#### [WHAT THE TASK ASKS]
Transcribe all the records exactly and omit any images they hold.

#### [EXERCISE DATA]
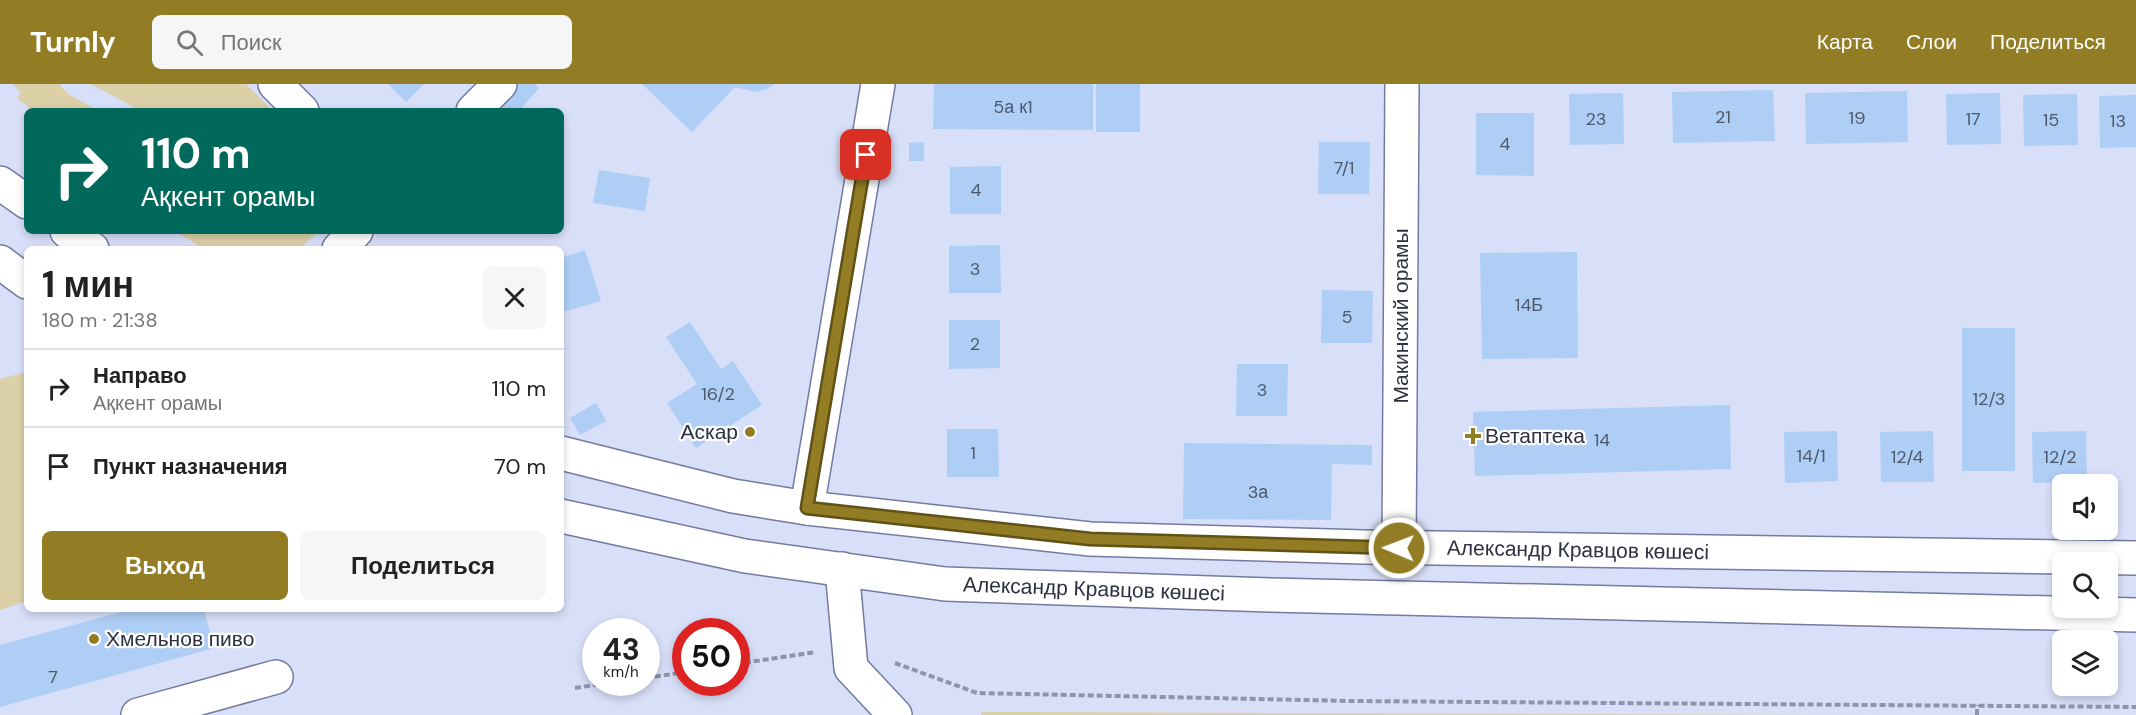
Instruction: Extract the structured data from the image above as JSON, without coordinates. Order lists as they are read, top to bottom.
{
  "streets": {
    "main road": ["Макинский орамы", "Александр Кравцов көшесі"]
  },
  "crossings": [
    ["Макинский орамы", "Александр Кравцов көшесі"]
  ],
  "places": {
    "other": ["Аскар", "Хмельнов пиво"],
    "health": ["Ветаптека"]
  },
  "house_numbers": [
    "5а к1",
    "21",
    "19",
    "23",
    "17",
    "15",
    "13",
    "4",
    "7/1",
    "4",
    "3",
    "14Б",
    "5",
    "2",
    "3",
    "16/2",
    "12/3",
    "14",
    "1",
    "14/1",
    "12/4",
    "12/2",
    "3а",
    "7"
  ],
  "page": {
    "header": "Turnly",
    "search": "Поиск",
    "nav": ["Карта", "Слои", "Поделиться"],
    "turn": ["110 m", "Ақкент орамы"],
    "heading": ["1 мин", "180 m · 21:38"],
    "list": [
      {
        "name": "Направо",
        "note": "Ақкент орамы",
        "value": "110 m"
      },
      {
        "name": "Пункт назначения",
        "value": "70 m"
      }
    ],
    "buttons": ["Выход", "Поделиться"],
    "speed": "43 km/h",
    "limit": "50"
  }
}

#### [RESULT BELOW]
Instruction: Extract the structured data from the image above as JSON, without coordinates. Order lists as they are read, top to bottom.
{
  "streets": {
    "main road": ["Макинский орамы", "Александр Кравцов көшесі"]
  },
  "crossings": [
    ["Макинский орамы", "Александр Кравцов көшесі"]
  ],
  "places": {
    "other": ["Аскар", "Хмельнов пиво"],
    "health": ["Ветаптека"]
  },
  "house_numbers": [
    "5а к1",
    "21",
    "19",
    "23",
    "17",
    "15",
    "13",
    "4",
    "7/1",
    "4",
    "3",
    "14Б",
    "5",
    "2",
    "3",
    "16/2",
    "12/3",
    "14",
    "1",
    "14/1",
    "12/4",
    "12/2",
    "3а",
    "7"
  ],
  "page": {
    "header": "Turnly",
    "search": "Поиск",
    "nav": ["Карта", "Слои", "Поделиться"],
    "turn": ["110 m", "Ақкент орамы"],
    "heading": ["1 мин", "180 m · 21:38"],
    "list": [
      {
        "name": "Направо",
        "note": "Ақкент орамы",
        "value": "110 m"
      },
      {
        "name": "Пункт назначения",
        "value": "70 m"
      }
    ],
    "buttons": ["Выход", "Поделиться"],
    "speed": "43 km/h",
    "limit": "50"
  }
}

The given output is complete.